Néanmoins, depuis 1996, d'énormes progrès ont été réalisés en terme de traitements avec le développement des médicaments antirétroviraux et la mise en place de nombreuses trithérapies. Ces procédés ont permis d'améliorer considérablement la vie des malades en leur permettant le plus souvent de vivre plus normalement. Ces médicaments ont d'autant plus d'efficacité que leur accès a tendance à se démocratiser. En effet, selon l'Onusida, sur les 37,7 millions de personnes qui sont en moyenne actuellement atteintes du virus dans le monde, environ 27,5 millions ont accès à des antirétroviraux.

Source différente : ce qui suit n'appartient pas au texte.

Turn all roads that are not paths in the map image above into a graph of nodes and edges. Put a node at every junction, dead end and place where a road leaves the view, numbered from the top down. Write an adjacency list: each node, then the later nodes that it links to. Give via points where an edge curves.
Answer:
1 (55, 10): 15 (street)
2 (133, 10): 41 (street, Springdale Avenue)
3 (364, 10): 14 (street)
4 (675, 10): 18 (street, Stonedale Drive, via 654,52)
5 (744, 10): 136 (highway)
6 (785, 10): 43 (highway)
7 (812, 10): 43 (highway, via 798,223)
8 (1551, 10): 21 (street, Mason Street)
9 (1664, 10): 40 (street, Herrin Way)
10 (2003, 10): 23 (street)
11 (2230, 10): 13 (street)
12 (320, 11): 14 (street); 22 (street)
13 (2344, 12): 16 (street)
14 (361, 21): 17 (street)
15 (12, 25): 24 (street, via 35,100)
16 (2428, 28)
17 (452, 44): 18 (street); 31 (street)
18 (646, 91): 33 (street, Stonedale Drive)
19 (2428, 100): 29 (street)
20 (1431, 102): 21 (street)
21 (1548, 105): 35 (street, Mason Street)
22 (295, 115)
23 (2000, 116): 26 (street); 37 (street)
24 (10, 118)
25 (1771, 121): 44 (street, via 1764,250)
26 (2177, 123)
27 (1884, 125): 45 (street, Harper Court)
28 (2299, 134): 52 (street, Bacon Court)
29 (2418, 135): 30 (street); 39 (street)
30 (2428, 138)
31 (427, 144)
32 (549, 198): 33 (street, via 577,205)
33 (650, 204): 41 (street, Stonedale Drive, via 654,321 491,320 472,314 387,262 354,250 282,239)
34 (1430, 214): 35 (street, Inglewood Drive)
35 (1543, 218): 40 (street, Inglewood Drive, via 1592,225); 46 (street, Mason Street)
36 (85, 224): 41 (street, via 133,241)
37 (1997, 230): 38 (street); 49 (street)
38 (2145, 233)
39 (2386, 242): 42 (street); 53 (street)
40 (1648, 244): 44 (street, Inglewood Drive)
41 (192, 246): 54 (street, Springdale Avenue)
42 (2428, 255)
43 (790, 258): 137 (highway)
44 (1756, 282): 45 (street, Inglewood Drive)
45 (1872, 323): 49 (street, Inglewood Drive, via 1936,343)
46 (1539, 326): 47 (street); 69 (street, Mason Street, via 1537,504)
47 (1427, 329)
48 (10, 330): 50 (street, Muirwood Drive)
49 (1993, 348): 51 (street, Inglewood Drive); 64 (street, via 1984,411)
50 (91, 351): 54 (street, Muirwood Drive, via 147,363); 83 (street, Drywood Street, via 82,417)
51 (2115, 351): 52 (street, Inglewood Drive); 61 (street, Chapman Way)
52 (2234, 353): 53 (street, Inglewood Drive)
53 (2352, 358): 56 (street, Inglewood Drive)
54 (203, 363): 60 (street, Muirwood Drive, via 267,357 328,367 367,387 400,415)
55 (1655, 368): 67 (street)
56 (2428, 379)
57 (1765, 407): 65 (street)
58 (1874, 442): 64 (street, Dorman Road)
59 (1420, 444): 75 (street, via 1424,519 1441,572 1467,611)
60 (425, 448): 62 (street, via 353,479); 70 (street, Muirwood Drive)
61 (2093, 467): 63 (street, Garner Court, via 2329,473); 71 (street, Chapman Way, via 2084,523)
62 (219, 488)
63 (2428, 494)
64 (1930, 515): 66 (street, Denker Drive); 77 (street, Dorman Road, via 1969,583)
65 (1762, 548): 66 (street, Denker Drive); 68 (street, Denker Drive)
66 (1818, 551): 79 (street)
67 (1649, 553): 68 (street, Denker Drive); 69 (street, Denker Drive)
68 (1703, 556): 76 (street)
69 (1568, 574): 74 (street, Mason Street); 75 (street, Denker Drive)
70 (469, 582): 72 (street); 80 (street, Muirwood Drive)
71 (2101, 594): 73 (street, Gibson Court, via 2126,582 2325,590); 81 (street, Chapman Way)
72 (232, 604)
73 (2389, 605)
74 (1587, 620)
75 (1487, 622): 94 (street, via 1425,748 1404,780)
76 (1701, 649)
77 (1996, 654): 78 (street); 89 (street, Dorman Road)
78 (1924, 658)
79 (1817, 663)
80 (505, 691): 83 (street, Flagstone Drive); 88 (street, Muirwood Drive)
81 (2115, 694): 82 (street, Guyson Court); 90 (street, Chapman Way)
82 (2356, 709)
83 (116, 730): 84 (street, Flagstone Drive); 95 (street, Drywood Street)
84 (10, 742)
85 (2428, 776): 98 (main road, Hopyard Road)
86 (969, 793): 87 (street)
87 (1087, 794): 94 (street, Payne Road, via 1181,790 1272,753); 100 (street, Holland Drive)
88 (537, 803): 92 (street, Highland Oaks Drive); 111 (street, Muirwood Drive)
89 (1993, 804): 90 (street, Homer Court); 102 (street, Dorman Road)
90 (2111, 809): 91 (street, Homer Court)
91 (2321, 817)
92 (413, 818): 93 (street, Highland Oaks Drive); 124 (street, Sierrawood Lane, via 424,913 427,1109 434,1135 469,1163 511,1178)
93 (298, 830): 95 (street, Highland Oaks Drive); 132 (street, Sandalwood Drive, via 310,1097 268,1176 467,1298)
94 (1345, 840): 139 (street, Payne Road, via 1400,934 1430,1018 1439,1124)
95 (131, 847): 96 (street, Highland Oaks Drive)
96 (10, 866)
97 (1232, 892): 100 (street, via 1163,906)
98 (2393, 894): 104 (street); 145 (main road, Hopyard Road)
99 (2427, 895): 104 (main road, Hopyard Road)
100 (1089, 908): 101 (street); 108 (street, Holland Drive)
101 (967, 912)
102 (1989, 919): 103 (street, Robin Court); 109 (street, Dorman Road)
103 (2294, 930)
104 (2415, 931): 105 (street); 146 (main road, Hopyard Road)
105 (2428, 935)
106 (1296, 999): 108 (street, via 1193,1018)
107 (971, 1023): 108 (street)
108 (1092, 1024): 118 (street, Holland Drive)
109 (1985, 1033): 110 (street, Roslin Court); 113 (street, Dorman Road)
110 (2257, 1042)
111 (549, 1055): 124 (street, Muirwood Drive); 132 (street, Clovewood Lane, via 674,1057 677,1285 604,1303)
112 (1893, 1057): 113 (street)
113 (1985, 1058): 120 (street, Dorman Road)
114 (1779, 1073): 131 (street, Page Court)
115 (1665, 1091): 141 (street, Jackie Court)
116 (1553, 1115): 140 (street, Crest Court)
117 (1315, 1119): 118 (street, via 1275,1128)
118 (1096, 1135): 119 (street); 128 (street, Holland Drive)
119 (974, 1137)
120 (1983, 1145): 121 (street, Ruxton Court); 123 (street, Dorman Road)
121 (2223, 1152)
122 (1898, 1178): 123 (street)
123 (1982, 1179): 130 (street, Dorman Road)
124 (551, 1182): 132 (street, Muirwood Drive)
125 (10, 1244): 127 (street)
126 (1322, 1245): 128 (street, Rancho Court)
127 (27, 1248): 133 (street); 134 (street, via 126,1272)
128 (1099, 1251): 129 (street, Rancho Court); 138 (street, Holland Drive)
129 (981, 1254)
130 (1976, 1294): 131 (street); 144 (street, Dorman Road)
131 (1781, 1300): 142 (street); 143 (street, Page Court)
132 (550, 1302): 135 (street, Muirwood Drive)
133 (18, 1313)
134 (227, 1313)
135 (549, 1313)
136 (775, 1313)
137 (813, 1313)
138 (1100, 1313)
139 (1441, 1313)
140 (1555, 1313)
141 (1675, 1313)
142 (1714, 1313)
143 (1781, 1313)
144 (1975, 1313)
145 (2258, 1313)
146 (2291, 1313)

Antirétroviraux et PrEP : des effets secondaires à court terme en début de traitement

Toutefois, et même si des progrès ont été effectués dans ce domaine, il n'est pas rare que la prise de médicaments antirétroviraux soit à l'origine d'effets secondaires. Même s'il est très difficile de dresser une liste exhaustive des symptômes au vue des différentes combinaisons de médicaments possibles, il n'est pas rare que les nouveaux patients expérimentent des nausées, des maux de tête, des douleurs musculaires ou encore des diarrhées en début de traitement. Toutefois, ces effets se dissipent généralement rapidement, le temps que l'organisme s'habitue aux médicaments. Tous ces symptômes peuvent également se faire ressentir lors de la prise de la PrEP, seule pilule préventive contre le VIH généralement prescrite aux gens à fort risque de contamination (travailleurs du sexe, partenaires de patients...).

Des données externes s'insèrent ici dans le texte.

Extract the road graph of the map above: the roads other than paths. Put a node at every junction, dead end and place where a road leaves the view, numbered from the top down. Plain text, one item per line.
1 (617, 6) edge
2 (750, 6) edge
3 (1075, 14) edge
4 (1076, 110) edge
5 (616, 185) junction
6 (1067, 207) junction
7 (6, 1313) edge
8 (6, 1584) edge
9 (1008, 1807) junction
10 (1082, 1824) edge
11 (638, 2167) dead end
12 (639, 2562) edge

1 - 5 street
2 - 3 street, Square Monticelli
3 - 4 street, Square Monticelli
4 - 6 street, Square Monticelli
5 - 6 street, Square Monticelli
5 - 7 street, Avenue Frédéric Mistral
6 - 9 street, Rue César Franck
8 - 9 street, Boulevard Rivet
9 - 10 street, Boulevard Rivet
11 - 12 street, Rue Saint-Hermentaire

D'autres symptômes, fréquents mais moins généralisés, peuvent aussi survenir tels que des problèmes d'insomnie, des éruptions cutanées ou encore des perturbations du cycle menstruel. Ces effets secondaires sont également censés disparaître au bout de quelques semaines de traitement. Néanmoins, s'ils perdurent, mieux vaut aller consulter un médecin.

Des dérèglement du métabolisme

La prise de médicaments antirétroviraux peut également entraîner des effets beaucoup plus lourds chez certains patients, notamment des cas de lipodystrophies. Ceux-ci peuvent se caractériser par une fonte des graisses sur certaines parties du corps (visage, bras, jambes...) alors qu'au contraire, elles vont s'accumuler au niveau de la poitrine, du ventre, du dos ou encore de la nuque.

Les traitements peuvent également dérégler le métabolisme des malades et augmenter du même coup le risque de diabète et de cholestérol. En raison de ces importants effets secondaires, il est donc capital pour les patients de s'en tenir à un régime sain et équilibré.